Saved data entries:
********************
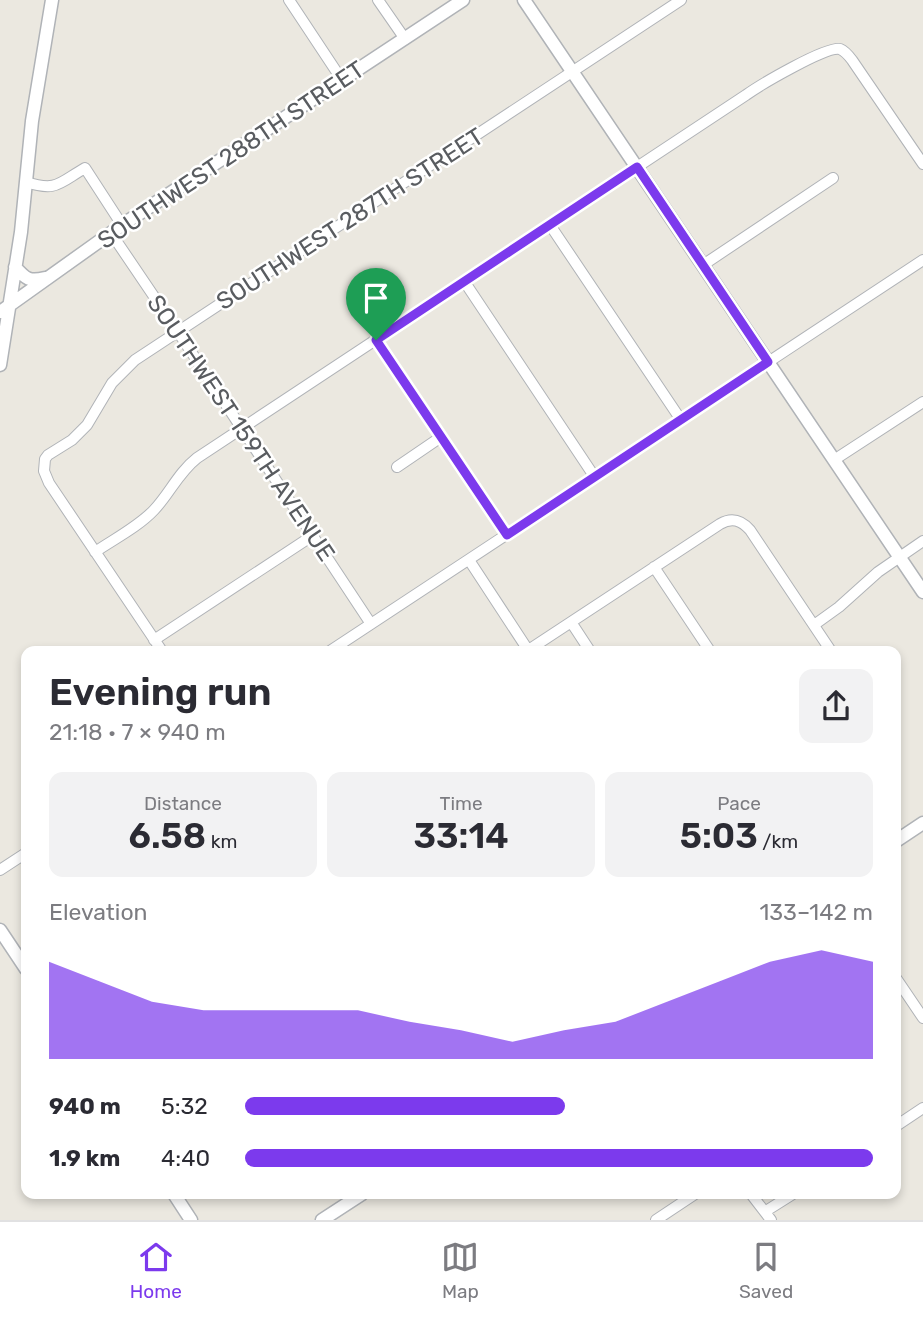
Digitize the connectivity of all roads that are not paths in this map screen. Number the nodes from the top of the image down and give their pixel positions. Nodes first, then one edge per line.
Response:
1 (52, 0) edge
2 (289, 0) edge
3 (378, 0) edge
4 (464, 0) edge
5 (524, 0) edge
6 (681, 0) edge
7 (405, 39) junction
8 (572, 72) junction
9 (342, 80) junction
10 (922, 141) edge
11 (912, 148) junction
12 (923, 164) edge
13 (637, 167) junction
14 (833, 178) dead end
15 (26, 182) junction
16 (550, 225) junction
17 (116, 229) junction
18 (923, 260) edge
19 (703, 265) junction
20 (15, 267) junction
21 (49, 278) junction
22 (464, 281) junction
23 (4, 309) edge
24 (178, 332) junction
25 (376, 340) junction
26 (768, 362) junction
27 (0, 365) edge
28 (923, 402) edge
29 (681, 419) junction
30 (241, 429) junction
31 (441, 437) junction
32 (834, 460) junction
33 (397, 467) dead end
34 (594, 477) junction
35 (507, 535) junction
36 (312, 536) junction
37 (923, 541) edge
38 (95, 552) junction
39 (900, 557) junction
40 (469, 560) junction
41 (654, 567) junction
42 (923, 592) edge
43 (570, 622) junction
44 (371, 624) junction
45 (814, 625) junction
46 (154, 640) junction
47 (158, 646) edge
48 (338, 646) edge
49 (525, 646) edge
50 (534, 646) edge
51 (587, 646) edge
52 (707, 646) edge
53 (828, 646) edge
54 (923, 823) edge
55 (901, 838) edge
56 (21, 856) edge
57 (0, 870) edge
58 (0, 930) edge
59 (21, 962) edge
60 (901, 985) edge
61 (923, 1018) edge
62 (923, 1108) edge
63 (901, 1123) edge
64 (177, 1199) edge
65 (354, 1199) edge
66 (688, 1199) edge
67 (755, 1199) edge
68 (788, 1199) edge
69 (769, 1216) edge
70 (191, 1220) edge
71 (322, 1220) edge
72 (656, 1220) edge

1 - 15 street
2 - 9 street
3 - 7 street
4 - 7 street, SOUTHWEST 288TH STREET
5 - 8 street
6 - 8 street, SOUTHWEST 287TH STREET
7 - 9 street, SOUTHWEST 288TH STREET
8 - 13 street
8 - 24 street, SOUTHWEST 287TH STREET
9 - 17 street, SOUTHWEST 288TH STREET
10 - 11 street
11 - 12 street
11 - 13 street
13 - 16 street
13 - 19 street
14 - 19 street
15 - 17 street, SOUTHWEST 159TH AVENUE
15 - 20 street
16 - 22 street
16 - 29 street
17 - 21 street, SOUTHWEST 288TH STREET
17 - 24 street, SOUTHWEST 159TH AVENUE
18 - 26 street
19 - 26 street
20 - 21 street
20 - 23 street
21 - 23 street, SOUTHWEST 288TH STREET
22 - 25 street
22 - 34 street
23 - 27 street
24 - 30 street, SOUTHWEST 159TH AVENUE
24 - 38 street, SOUTHWEST 287TH STREET
25 - 30 street
25 - 31 street
26 - 29 street
26 - 32 street
28 - 32 street
29 - 34 street
30 - 36 street, SOUTHWEST 159TH AVENUE
30 - 38 street
31 - 33 street
31 - 35 street
32 - 39 street
34 - 35 street
35 - 40 street
36 - 44 street, SOUTHWEST 159TH AVENUE
36 - 46 street
37 - 39 street
38 - 46 street
39 - 42 street
39 - 45 street
40 - 44 street
40 - 49 street
41 - 43 street
41 - 45 street
41 - 52 street
43 - 50 street
43 - 51 street
44 - 48 street
45 - 53 street
46 - 47 street
54 - 55 street
56 - 57 street
58 - 59 street
60 - 61 street
62 - 63 street
64 - 70 street
65 - 71 street
66 - 72 street
67 - 69 street
68 - 69 street

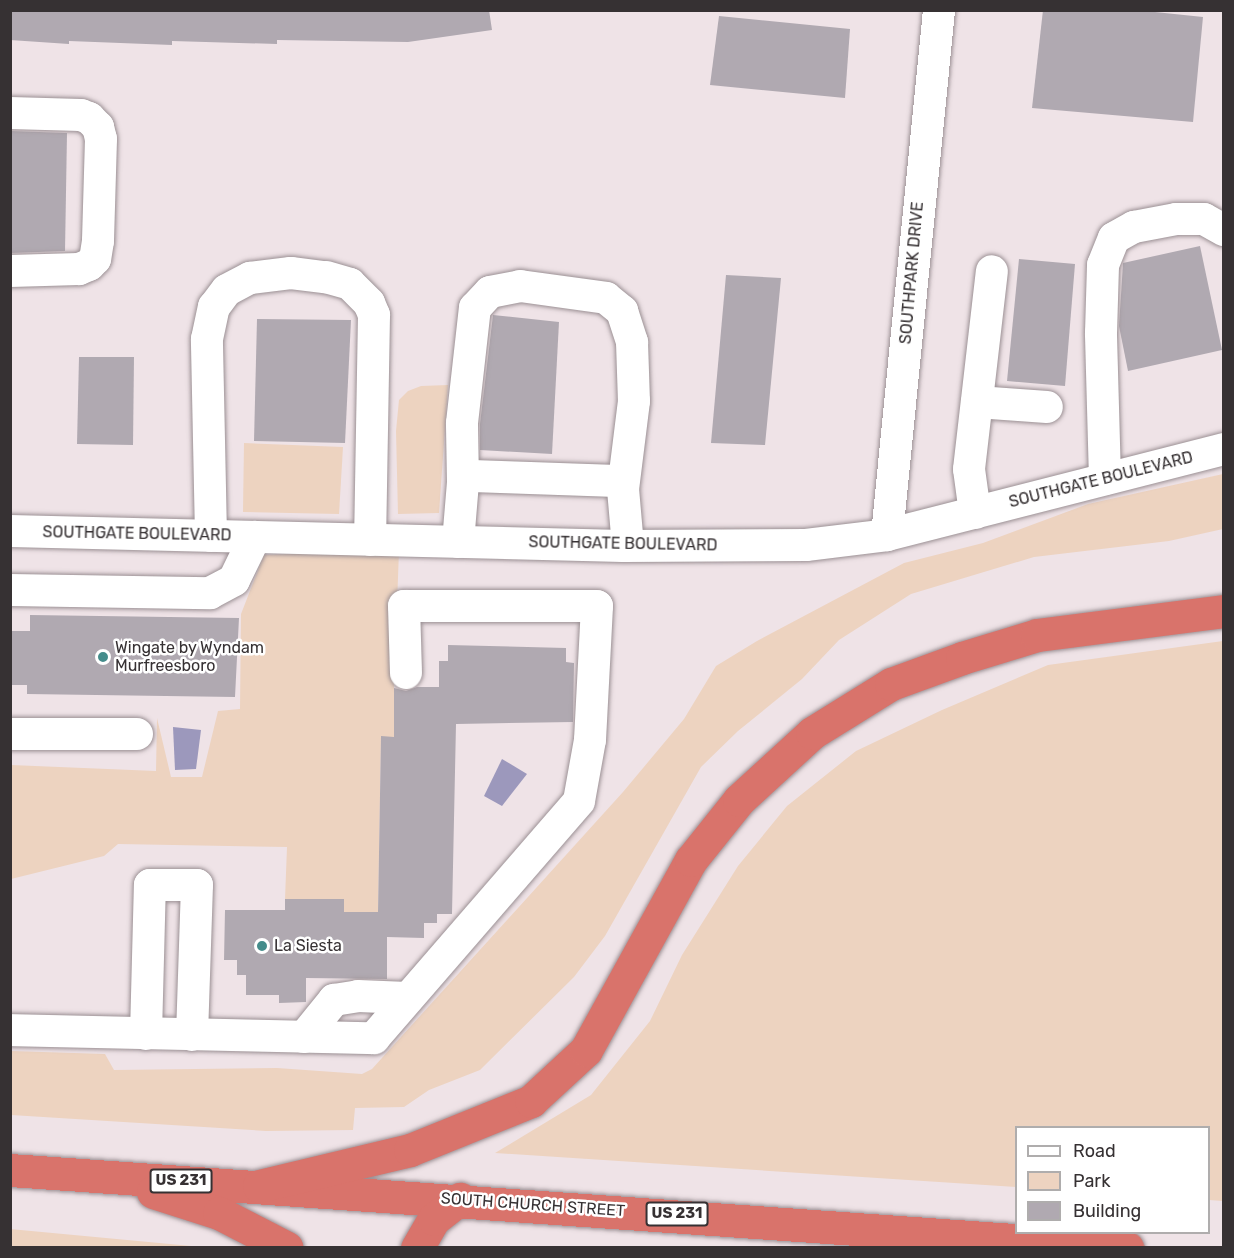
********************
=== ABOUT THIS EXERCISE ===
Output each record verbatim, but skip anything that is a picture.

=== SOLUTION TO THIS PROBLEM ===
Digitize the connectivity of all roads that are not paths in this map screen. Number the nodes from the top of the image down and give their pixel positions. Nodes first, then one edge per line.
Response:
1 (52, 0) edge
2 (289, 0) edge
3 (378, 0) edge
4 (464, 0) edge
5 (524, 0) edge
6 (681, 0) edge
7 (405, 39) junction
8 (572, 72) junction
9 (342, 80) junction
10 (922, 141) edge
11 (912, 148) junction
12 (923, 164) edge
13 (637, 167) junction
14 (833, 178) dead end
15 (26, 182) junction
16 (550, 225) junction
17 (116, 229) junction
18 (923, 260) edge
19 (703, 265) junction
20 (15, 267) junction
21 (49, 278) junction
22 (464, 281) junction
23 (4, 309) edge
24 (178, 332) junction
25 (376, 340) junction
26 (768, 362) junction
27 (0, 365) edge
28 (923, 402) edge
29 (681, 419) junction
30 (241, 429) junction
31 (441, 437) junction
32 (834, 460) junction
33 (397, 467) dead end
34 (594, 477) junction
35 (507, 535) junction
36 (312, 536) junction
37 (923, 541) edge
38 (95, 552) junction
39 (900, 557) junction
40 (469, 560) junction
41 (654, 567) junction
42 (923, 592) edge
43 (570, 622) junction
44 (371, 624) junction
45 (814, 625) junction
46 (154, 640) junction
47 (158, 646) edge
48 (338, 646) edge
49 (525, 646) edge
50 (534, 646) edge
51 (587, 646) edge
52 (707, 646) edge
53 (828, 646) edge
54 (923, 823) edge
55 (901, 838) edge
56 (21, 856) edge
57 (0, 870) edge
58 (0, 930) edge
59 (21, 962) edge
60 (901, 985) edge
61 (923, 1018) edge
62 (923, 1108) edge
63 (901, 1123) edge
64 (177, 1199) edge
65 (354, 1199) edge
66 (688, 1199) edge
67 (755, 1199) edge
68 (788, 1199) edge
69 (769, 1216) edge
70 (191, 1220) edge
71 (322, 1220) edge
72 (656, 1220) edge

1 - 15 street
2 - 9 street
3 - 7 street
4 - 7 street, SOUTHWEST 288TH STREET
5 - 8 street
6 - 8 street, SOUTHWEST 287TH STREET
7 - 9 street, SOUTHWEST 288TH STREET
8 - 13 street
8 - 24 street, SOUTHWEST 287TH STREET
9 - 17 street, SOUTHWEST 288TH STREET
10 - 11 street
11 - 12 street
11 - 13 street
13 - 16 street
13 - 19 street
14 - 19 street
15 - 17 street, SOUTHWEST 159TH AVENUE
15 - 20 street
16 - 22 street
16 - 29 street
17 - 21 street, SOUTHWEST 288TH STREET
17 - 24 street, SOUTHWEST 159TH AVENUE
18 - 26 street
19 - 26 street
20 - 21 street
20 - 23 street
21 - 23 street, SOUTHWEST 288TH STREET
22 - 25 street
22 - 34 street
23 - 27 street
24 - 30 street, SOUTHWEST 159TH AVENUE
24 - 38 street, SOUTHWEST 287TH STREET
25 - 30 street
25 - 31 street
26 - 29 street
26 - 32 street
28 - 32 street
29 - 34 street
30 - 36 street, SOUTHWEST 159TH AVENUE
30 - 38 street
31 - 33 street
31 - 35 street
32 - 39 street
34 - 35 street
35 - 40 street
36 - 44 street, SOUTHWEST 159TH AVENUE
36 - 46 street
37 - 39 street
38 - 46 street
39 - 42 street
39 - 45 street
40 - 44 street
40 - 49 street
41 - 43 street
41 - 45 street
41 - 52 street
43 - 50 street
43 - 51 street
44 - 48 street
45 - 53 street
46 - 47 street
54 - 55 street
56 - 57 street
58 - 59 street
60 - 61 street
62 - 63 street
64 - 70 street
65 - 71 street
66 - 72 street
67 - 69 street
68 - 69 street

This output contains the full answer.